For snapshot, data can stay on the same device . btrfs subvolume snapshot ...
is my choice to do this.
I created bss script to help me do these easily and its examples contain key parts of the settings. Here are the basic tricks used in them..
Secure backup
In order to securely backup private data using non-secure remote storage, data needs to be encrypted. Roughly, the following is an approach:
- create a disk image containing an encrypted filesystem
- mount the disk image un-encrypted for ease of use
- use bind mount to offer ~/.gnupg etc.
- backup the disk image file or directory tree containing the disk image (rsync, rclone, GUI google drive)
This can be done using following tricks.
- Making the empty disk image file
- Removable disk encryption with dm-crypt/LUKS
- Mounting encrypted disk with dm-crypt/LUKS
- Expansion of usable storage space by bind-mounting another directory
- Filesystem creation and integrity check (This is Ext4, do the same for Btrfs)

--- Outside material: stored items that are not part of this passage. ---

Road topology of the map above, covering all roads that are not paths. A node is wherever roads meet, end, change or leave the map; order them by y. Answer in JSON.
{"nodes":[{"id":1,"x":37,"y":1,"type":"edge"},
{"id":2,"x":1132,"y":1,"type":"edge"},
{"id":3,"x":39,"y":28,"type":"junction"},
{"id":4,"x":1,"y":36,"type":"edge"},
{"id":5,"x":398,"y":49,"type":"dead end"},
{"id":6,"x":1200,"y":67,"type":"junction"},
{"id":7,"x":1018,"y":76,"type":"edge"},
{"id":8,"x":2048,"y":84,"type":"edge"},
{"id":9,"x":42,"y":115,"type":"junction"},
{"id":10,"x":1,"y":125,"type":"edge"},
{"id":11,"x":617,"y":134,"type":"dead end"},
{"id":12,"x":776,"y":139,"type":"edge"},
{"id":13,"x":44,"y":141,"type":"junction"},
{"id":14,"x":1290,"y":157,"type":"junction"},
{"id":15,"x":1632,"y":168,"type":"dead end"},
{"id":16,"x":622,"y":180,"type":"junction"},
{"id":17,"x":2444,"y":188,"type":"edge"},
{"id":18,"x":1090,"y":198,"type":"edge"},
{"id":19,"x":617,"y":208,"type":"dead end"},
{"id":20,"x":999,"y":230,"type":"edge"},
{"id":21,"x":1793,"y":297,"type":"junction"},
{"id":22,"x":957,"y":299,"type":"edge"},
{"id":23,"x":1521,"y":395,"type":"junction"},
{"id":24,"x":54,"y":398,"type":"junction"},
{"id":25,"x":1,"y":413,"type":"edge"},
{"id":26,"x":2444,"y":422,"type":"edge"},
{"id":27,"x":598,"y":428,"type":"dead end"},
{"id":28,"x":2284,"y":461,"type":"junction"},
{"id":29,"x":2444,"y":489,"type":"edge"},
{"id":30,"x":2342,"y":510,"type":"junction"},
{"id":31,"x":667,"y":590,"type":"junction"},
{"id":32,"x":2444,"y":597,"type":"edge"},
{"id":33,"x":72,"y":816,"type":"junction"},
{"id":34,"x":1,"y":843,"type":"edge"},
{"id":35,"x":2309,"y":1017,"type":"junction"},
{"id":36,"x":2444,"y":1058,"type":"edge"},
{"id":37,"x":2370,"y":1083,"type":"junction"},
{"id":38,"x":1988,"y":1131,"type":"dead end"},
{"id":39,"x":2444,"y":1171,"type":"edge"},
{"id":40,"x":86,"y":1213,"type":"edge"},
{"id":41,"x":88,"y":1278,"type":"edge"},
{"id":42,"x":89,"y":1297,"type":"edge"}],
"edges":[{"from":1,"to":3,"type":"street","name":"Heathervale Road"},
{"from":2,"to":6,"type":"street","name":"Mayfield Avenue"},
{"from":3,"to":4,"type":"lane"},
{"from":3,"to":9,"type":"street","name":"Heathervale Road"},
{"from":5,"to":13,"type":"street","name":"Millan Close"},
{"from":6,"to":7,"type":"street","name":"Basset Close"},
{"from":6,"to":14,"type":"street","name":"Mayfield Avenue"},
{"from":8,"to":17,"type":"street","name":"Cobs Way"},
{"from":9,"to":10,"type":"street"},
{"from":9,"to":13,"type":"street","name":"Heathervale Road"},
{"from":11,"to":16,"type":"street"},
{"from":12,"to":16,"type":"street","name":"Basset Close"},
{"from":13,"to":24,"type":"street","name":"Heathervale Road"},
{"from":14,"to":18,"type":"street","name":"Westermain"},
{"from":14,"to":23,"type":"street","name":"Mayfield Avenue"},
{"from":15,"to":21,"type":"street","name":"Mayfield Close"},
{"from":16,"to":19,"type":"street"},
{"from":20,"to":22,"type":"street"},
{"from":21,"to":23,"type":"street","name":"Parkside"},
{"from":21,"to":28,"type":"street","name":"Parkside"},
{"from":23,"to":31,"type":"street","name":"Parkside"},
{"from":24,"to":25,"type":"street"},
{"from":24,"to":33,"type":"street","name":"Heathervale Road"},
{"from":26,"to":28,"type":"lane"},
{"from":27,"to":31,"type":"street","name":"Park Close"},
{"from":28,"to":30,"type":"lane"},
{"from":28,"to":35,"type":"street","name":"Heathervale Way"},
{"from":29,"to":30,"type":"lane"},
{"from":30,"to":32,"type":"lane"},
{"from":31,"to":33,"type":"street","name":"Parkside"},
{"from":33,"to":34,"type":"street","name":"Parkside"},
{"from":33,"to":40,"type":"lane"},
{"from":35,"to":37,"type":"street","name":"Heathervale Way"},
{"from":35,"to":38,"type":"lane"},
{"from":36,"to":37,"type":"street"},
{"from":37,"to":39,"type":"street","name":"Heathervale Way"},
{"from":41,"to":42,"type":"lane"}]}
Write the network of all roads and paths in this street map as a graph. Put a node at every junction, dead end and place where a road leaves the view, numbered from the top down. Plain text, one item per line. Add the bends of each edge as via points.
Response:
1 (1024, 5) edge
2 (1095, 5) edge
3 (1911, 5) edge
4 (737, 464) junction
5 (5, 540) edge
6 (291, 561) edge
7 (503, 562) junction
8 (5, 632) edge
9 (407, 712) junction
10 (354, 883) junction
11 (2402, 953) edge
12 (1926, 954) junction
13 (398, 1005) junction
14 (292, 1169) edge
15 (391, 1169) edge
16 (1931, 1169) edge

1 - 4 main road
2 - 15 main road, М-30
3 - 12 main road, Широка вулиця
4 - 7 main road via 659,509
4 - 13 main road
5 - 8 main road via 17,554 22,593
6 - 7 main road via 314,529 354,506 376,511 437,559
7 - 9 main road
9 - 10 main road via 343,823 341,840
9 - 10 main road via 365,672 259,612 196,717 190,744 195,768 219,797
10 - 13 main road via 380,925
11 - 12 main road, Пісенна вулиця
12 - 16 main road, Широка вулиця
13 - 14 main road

Create and format an encrypted filesystem in a disk image
$ dd bs=1 count=0 if=/dev/zero of=disk.img seek=7000M
$ mkdir disk
$ cryptsetup luksFormat disk.img
WARNING: ...
...
$ sudo cryptsetup open disk.img disk --type luks
Enter passphrase for disk.img: *****
$ ls -l /dev/mapper
total 0
crw------- 1 root root 10, 236 Nov 3 07:45 control
lrwxrwxrwx 1 root root 7 Nov 3 12:04 disk -> ../dm-0
$ sudo mkfs.btrfs /dev/mapper/disk
...
ID SIZE PATH
1 6.82GiB /dev/mapper/disk
$ sudo mount /dev/mapper/disk /mnt
$ sudo chown 1000:1000 /mnt
$ sudo umount /mnt
$ cryptsetup close disk
Mount and use an encrypted filesystem in a disk image
$ mkdir -p ~/path/to/mnt
$ sudo cryptsetup open disk.img disk --type luks
Enter passphrase for disk.img: *****
$ sudo mount /dev/mapper/disk ~/path/to/mnt
... (use files in ~/path/to/mnt as a user)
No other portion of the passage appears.